*** TASK INPUT

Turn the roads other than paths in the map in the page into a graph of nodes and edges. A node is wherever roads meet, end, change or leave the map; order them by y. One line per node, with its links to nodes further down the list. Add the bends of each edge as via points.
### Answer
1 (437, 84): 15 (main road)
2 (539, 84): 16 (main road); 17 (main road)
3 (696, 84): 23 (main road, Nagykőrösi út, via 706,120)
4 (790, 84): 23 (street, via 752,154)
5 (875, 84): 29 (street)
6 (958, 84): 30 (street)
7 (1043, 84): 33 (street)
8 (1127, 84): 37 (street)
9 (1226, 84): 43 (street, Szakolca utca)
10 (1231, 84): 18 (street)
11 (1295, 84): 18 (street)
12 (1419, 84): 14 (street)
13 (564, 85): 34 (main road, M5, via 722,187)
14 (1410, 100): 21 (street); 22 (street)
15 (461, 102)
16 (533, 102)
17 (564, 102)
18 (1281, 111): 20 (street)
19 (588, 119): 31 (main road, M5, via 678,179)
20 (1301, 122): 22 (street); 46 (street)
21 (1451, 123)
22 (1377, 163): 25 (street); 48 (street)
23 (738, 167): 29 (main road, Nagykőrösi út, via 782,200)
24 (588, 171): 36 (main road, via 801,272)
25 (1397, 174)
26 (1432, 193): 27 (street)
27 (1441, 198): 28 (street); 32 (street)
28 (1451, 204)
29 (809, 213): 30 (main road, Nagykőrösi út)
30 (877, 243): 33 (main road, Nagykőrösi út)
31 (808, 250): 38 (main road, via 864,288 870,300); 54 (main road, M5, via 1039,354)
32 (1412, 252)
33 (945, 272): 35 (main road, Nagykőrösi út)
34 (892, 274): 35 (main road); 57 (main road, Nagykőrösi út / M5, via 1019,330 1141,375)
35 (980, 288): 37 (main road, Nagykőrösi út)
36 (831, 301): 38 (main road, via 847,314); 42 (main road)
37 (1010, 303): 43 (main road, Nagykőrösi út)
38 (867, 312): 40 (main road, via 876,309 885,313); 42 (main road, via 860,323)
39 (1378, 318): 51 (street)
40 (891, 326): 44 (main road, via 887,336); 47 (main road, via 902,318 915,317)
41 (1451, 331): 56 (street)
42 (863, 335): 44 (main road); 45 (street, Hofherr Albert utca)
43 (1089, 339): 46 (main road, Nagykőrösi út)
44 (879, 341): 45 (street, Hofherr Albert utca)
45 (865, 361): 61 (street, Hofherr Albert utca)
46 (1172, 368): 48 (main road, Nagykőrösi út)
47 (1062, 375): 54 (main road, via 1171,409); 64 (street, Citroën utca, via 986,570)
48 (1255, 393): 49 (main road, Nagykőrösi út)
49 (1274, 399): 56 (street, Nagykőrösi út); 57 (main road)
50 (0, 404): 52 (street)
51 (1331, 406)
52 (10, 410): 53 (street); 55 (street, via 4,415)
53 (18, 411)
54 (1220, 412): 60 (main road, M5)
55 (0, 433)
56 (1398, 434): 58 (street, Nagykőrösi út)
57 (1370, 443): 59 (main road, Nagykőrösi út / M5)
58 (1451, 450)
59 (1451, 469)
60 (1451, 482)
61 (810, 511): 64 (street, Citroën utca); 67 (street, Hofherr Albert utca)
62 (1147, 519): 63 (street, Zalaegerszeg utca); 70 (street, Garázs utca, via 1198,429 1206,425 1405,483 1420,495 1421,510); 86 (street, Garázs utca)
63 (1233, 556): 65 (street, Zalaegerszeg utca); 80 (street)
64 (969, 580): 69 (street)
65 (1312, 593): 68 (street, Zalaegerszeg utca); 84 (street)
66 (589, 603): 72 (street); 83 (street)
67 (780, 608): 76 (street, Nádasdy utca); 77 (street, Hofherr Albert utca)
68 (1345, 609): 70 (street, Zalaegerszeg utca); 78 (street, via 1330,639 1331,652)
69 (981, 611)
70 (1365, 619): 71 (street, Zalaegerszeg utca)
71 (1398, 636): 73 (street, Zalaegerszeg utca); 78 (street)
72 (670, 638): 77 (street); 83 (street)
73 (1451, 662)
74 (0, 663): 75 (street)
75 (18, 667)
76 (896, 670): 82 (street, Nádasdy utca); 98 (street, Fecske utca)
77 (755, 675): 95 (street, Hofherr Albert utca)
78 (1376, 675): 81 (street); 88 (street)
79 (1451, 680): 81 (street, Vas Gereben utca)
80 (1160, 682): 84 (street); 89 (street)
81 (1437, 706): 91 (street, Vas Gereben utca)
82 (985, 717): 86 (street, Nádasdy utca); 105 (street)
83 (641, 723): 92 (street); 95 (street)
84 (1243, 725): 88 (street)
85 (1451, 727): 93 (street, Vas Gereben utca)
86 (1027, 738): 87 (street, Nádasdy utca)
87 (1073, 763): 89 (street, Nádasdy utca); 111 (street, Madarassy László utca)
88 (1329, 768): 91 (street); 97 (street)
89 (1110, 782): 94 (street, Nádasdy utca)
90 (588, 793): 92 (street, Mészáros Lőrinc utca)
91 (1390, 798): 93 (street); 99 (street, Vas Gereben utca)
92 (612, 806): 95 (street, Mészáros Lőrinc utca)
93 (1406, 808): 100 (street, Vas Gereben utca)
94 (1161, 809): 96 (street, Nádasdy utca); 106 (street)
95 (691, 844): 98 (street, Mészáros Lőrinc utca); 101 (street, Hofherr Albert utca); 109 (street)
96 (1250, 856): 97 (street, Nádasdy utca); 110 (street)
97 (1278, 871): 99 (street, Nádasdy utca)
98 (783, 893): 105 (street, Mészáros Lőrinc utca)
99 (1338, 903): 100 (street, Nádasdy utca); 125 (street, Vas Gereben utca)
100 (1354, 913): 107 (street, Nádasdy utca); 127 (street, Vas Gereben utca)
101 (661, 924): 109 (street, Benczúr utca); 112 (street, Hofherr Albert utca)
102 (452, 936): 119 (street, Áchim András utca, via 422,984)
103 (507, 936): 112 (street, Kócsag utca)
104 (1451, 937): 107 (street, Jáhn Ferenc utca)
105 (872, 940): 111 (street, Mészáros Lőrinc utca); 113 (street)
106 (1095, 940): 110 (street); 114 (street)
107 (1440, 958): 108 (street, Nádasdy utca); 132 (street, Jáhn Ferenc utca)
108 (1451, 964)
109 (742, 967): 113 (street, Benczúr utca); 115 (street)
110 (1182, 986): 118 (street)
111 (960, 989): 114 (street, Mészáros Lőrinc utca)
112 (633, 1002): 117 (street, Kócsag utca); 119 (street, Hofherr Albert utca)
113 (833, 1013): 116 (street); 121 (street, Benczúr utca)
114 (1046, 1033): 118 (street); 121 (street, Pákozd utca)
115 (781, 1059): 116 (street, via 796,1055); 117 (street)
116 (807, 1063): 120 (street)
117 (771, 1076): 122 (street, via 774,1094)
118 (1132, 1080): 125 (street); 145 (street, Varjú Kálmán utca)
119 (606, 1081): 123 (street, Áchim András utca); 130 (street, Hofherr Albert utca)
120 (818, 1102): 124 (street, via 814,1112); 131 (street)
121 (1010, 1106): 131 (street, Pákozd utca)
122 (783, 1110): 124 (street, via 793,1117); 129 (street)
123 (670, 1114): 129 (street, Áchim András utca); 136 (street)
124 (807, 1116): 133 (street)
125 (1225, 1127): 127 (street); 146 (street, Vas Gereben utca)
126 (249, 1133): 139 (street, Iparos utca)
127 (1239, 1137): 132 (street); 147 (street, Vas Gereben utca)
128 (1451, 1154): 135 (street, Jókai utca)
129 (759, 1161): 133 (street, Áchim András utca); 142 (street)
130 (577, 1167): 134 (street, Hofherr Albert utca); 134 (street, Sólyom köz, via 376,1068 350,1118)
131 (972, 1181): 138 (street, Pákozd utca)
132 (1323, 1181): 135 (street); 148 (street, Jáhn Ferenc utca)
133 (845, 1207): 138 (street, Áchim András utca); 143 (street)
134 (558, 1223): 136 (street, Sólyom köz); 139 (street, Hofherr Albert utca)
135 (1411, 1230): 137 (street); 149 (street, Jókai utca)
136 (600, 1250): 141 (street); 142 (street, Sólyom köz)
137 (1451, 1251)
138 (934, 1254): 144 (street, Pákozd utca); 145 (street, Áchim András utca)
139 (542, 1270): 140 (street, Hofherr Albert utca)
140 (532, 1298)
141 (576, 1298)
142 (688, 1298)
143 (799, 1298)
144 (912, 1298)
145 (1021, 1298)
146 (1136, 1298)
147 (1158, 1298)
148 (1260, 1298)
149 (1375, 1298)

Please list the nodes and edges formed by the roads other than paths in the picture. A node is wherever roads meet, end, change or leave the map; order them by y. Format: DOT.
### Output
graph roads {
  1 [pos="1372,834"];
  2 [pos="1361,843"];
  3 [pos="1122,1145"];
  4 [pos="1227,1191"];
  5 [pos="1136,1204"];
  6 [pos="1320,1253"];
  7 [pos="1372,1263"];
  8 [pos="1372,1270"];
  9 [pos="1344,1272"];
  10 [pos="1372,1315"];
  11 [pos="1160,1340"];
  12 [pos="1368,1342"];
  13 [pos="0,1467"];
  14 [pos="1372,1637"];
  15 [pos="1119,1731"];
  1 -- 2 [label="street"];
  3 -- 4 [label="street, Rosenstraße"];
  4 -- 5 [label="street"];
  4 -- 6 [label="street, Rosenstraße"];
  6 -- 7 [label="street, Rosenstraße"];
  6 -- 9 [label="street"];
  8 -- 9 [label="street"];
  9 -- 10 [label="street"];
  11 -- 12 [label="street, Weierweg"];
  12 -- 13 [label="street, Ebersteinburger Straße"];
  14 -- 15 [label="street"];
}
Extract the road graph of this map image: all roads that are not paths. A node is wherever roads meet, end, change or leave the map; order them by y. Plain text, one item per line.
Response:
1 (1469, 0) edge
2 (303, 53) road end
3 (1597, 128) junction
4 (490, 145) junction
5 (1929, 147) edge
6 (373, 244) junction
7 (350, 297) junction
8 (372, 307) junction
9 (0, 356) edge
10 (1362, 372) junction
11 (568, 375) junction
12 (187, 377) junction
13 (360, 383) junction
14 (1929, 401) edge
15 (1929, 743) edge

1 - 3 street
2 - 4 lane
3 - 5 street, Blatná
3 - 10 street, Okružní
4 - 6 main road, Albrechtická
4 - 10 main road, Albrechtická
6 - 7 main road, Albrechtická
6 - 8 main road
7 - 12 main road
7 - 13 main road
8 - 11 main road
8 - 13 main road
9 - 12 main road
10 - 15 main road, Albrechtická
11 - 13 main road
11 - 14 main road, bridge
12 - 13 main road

******

* **REQUIREMENT**
With "list" as the word to match, copy each line of the records that has it.

* **SOLUTION TO THIS EXERCISE**
Turn the roads other than paths in the map in the page into a graph of nodes and edges. A node is wherever roads meet, end, change or leave the map; order them by y. One line per node, with its links to nodes further down the list. Add the bends of each edge as via points.
Please list the nodes and edges formed by the roads other than paths in the picture. A node is wherever roads meet, end, change or leave the map; order them by y. Format: DOT.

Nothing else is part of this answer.